What to do
The lines to copy are those in the records below that hold the word "roads".

________________

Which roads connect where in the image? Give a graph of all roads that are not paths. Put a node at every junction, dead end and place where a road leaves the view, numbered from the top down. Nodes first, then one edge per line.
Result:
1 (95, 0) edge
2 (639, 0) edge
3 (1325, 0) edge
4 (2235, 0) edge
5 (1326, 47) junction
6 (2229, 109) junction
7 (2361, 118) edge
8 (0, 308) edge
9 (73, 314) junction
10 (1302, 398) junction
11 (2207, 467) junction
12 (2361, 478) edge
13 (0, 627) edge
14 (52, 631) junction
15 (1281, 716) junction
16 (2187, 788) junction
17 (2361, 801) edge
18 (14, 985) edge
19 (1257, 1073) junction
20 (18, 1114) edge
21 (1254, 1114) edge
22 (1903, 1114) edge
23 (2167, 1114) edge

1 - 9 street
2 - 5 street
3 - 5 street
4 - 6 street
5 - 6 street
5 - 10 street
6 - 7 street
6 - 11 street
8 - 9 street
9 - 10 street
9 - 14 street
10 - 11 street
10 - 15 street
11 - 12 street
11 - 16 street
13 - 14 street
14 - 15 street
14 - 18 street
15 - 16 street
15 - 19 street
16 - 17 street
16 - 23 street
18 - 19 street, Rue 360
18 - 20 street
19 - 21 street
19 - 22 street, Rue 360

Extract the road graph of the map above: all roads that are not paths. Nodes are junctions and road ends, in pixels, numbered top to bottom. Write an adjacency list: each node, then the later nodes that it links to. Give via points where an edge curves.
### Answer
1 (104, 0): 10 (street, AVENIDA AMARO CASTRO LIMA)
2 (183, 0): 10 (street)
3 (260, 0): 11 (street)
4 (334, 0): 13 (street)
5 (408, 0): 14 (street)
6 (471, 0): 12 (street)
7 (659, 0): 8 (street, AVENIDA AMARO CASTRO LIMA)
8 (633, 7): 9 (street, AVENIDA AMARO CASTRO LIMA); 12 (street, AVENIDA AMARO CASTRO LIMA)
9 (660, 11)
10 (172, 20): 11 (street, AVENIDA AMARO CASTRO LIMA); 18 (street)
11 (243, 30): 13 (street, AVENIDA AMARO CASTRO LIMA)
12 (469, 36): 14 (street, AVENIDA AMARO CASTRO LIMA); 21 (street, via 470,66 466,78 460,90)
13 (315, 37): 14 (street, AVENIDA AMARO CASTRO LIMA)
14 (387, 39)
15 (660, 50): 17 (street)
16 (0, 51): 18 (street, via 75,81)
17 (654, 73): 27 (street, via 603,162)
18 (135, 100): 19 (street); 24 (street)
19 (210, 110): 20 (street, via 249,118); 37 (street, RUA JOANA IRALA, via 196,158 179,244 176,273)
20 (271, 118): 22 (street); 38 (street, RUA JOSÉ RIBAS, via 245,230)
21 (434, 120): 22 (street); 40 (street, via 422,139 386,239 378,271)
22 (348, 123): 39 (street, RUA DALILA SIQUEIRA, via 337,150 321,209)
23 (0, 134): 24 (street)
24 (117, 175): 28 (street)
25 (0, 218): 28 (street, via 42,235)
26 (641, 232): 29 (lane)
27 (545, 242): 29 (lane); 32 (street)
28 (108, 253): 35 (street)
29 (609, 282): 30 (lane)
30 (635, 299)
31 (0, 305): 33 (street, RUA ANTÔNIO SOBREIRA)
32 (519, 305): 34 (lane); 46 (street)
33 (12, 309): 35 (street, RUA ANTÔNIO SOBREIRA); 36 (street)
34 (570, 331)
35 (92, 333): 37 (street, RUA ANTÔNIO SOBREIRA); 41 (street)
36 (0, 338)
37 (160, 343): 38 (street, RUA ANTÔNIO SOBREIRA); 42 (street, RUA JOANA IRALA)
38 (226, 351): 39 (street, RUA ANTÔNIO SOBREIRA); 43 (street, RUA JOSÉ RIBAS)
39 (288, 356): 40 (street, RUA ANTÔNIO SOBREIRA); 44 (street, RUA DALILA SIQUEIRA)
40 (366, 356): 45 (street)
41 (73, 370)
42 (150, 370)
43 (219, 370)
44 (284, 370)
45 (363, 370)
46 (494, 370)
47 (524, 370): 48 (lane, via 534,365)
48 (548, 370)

________________

Response to this task
Which roads connect where in the image? Give a graph of all roads that are not paths. Put a node at every junction, dead end and place where a road leaves the view, numbered from the top down. Nodes first, then one edge per line.
Extract the road graph of the map above: all roads that are not paths. Nodes are junctions and road ends, in pixels, numbered top to bottom. Write an adjacency list: each node, then the later nodes that it links to. Give via points where an edge curves.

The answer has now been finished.